**PROBLEM DESCRIPTION**
What you return should be each line of the data containing the string "Academic".

**EXERCISE INPUT**
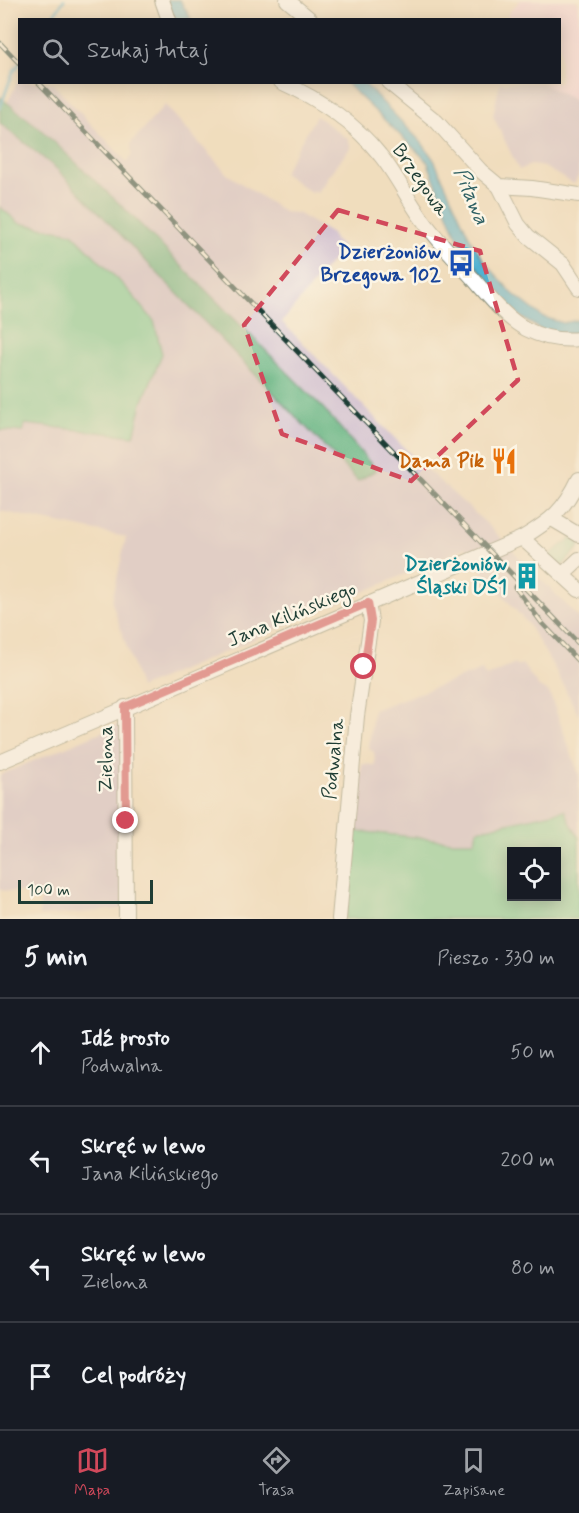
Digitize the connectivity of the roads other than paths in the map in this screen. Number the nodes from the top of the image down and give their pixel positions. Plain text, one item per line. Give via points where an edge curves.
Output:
1 (162, 0) edge
2 (287, 0) edge
3 (169, 18) edge
4 (308, 18) edge
5 (285, 84) edge
6 (390, 84) edge
7 (499, 186) junction
8 (578, 192) edge
9 (579, 288) edge
10 (579, 339) edge
11 (579, 479) edge
12 (552, 519) junction
13 (579, 535) edge
14 (522, 538) junction
15 (579, 559) edge
16 (563, 574) junction
17 (579, 590) edge
18 (368, 603) junction
19 (125, 707) junction
20 (0, 762) edge
21 (126, 919) edge
22 (339, 919) edge

1 - 3 street
2 - 4 street
5 - 10 street, Brzegowa via 316,99 373,147 429,228 508,316 544,338
6 - 7 street via 437,122
7 - 8 street
7 - 9 street via 518,224 564,264
11 - 12 street, Jana Kilińskiego
12 - 13 street
12 - 14 street, Jana Kilińskiego
14 - 16 street
14 - 18 street, Jana Kilińskiego
15 - 16 street
16 - 17 street
18 - 19 street, Jana Kilińskiego
18 - 22 street, Podwalna via 371,621 357,716
19 - 20 street, Jana Kilińskiego
19 - 21 street, Zielona

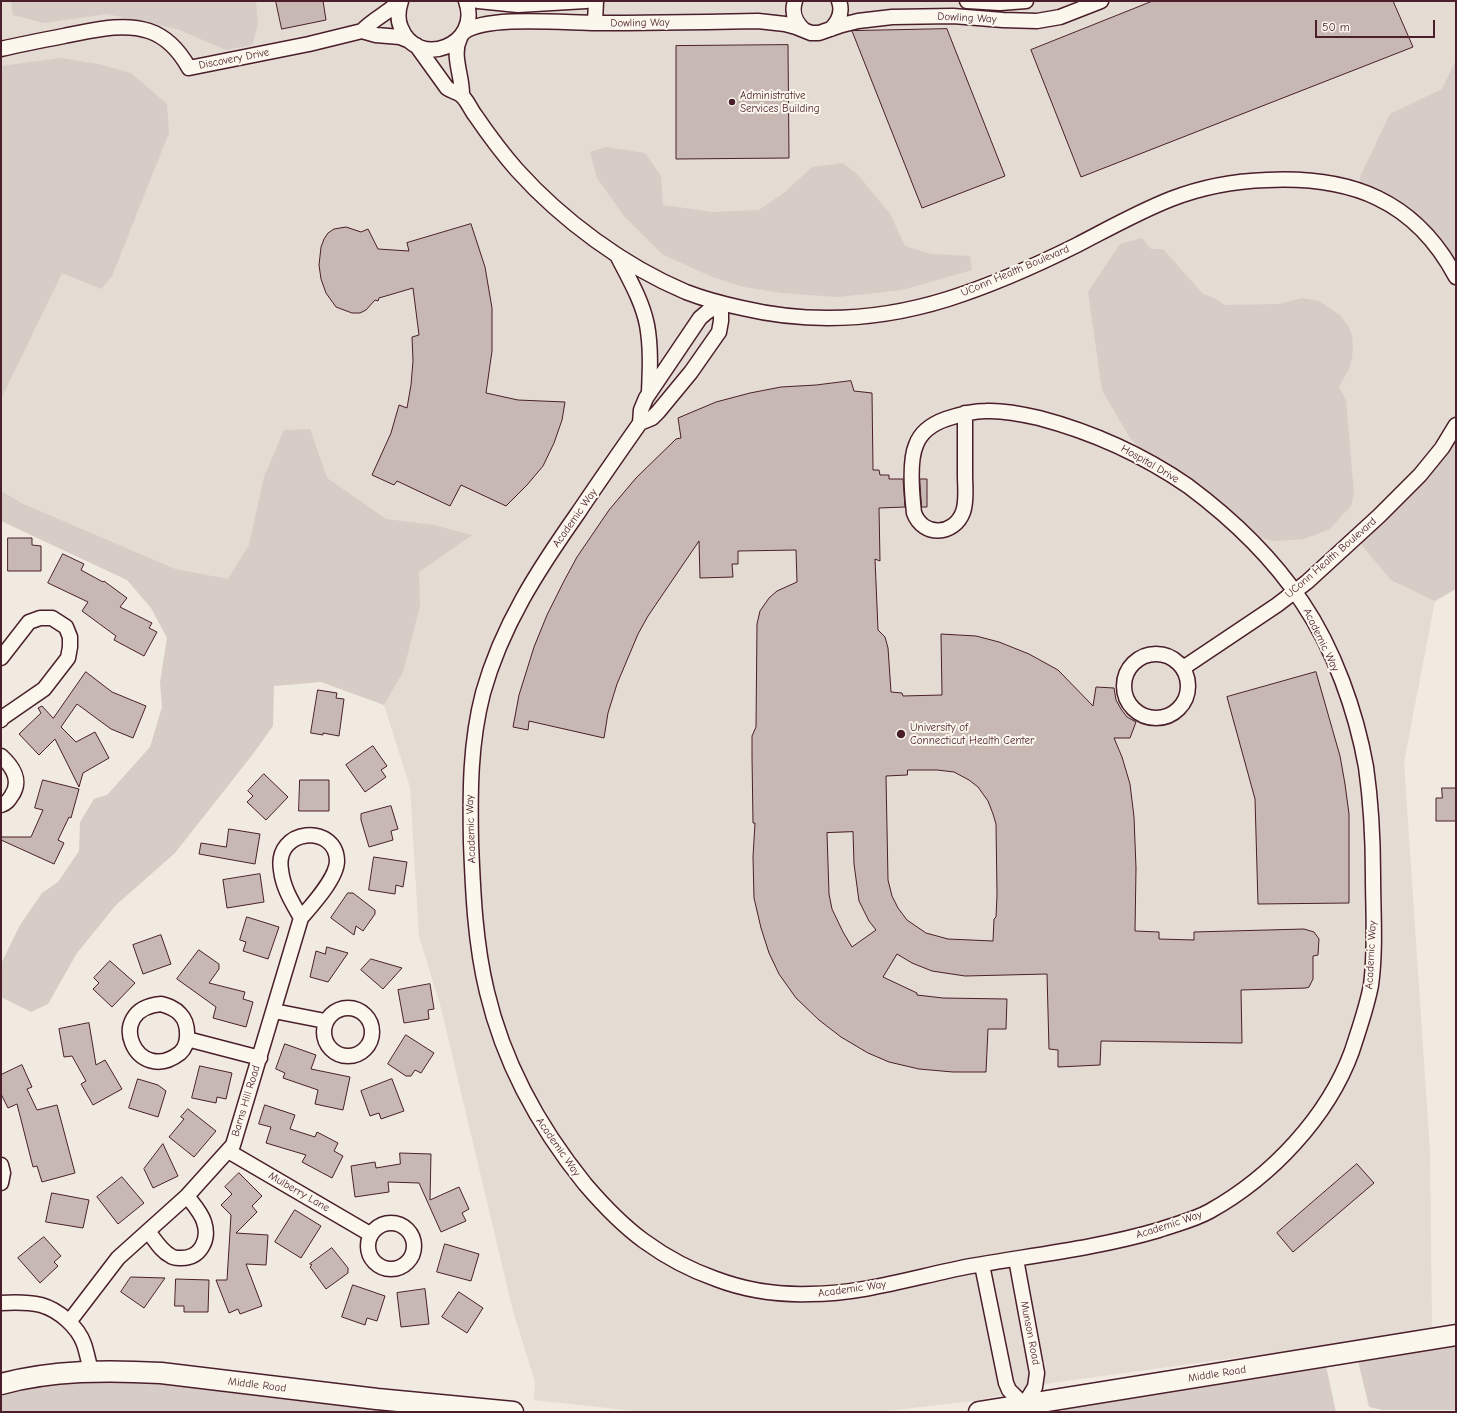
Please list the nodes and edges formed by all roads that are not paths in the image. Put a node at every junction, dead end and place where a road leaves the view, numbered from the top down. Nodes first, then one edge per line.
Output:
1 (400, 1) edge
2 (466, 1) edge
3 (478, 1) edge
4 (586, 1) edge
5 (596, 1) edge
6 (795, 1) edge
7 (839, 1) edge
8 (967, 1) edge
9 (1026, 1) edge
10 (1101, 1) edge
11 (595, 23) junction
12 (831, 29) junction
13 (804, 30) junction
14 (362, 31) junction
15 (462, 35) junction
16 (413, 43) junction
17 (1, 49) edge
18 (462, 96) junction
19 (617, 254) junction
20 (1456, 277) edge
21 (721, 303) junction
22 (649, 392) junction
23 (965, 413) junction
24 (640, 423) junction
25 (1456, 425) edge
26 (1295, 592) junction
27 (1, 658) edge
28 (1183, 668) junction
29 (1, 718) edge
30 (1, 756) edge
31 (1, 805) edge
32 (301, 918) junction
33 (274, 1010) junction
34 (325, 1022) dead end
35 (187, 1038) junction
36 (260, 1058) junction
37 (228, 1151) junction
38 (1, 1165) edge
39 (1, 1182) edge
40 (187, 1196) junction
41 (148, 1231) junction
42 (370, 1234) dead end
43 (1016, 1259) junction
44 (982, 1265) junction
45 (1, 1303) edge
46 (69, 1322) junction
47 (1456, 1335) edge
48 (91, 1372) junction
49 (1, 1384) edge
50 (1024, 1408) edge
51 (513, 1412) edge
52 (979, 1412) edge

1 - 14 street, Discovery Drive
1 - 16 street, UConn Health Boulevard
2 - 15 street
3 - 4 street
5 - 11 street, Dowling Way
6 - 13 street
7 - 12 street
8 - 9 street, Dowling Way
10 - 12 street, Dowling Way
11 - 13 street, Dowling Way
11 - 15 street, Dowling Way
12 - 13 street, Dowling Way
14 - 16 street, Discovery Drive
14 - 17 street, Discovery Drive
15 - 16 street, Dowling Way
15 - 18 street
16 - 18 street, UConn Health Boulevard
18 - 19 street, UConn Health Boulevard
19 - 21 street, UConn Health Boulevard
19 - 22 street, Academic Way
20 - 21 street, UConn Health Boulevard
21 - 22 street, Academic Way
21 - 24 street, Academic Way
22 - 24 street, Academic Way
23 - 23 street, Hospital Drive
23 - 26 street, Hospital Drive
24 - 44 street, Academic Way
25 - 26 street, UConn Health Boulevard
26 - 28 street, UConn Health Boulevard
26 - 43 street, Academic Way
27 - 29 street
28 - 28 street
30 - 31 street
32 - 32 street, Barns Hill Road
32 - 33 street, Barns Hill Road
33 - 34 street
33 - 36 street, Barns Hill Road
35 - 35 street
35 - 36 street
36 - 37 street, Barns Hill Road
37 - 40 street, Barns Hill Road
37 - 42 street, Mulberry Lane
38 - 39 street
40 - 41 street, Barns Hill Road
40 - 41 street
41 - 46 street, Barns Hill Road
43 - 44 street, Academic Way
43 - 50 street, Munson Road
44 - 50 street
45 - 46 street
46 - 48 street
47 - 50 street, Middle Road
48 - 49 street, Middle Road
48 - 51 street, Middle Road
50 - 52 street, Middle Road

**WRITTEN RESPONSE**
19 - 22 street, Academic Way
21 - 22 street, Academic Way
21 - 24 street, Academic Way
22 - 24 street, Academic Way
24 - 44 street, Academic Way
26 - 43 street, Academic Way
43 - 44 street, Academic Way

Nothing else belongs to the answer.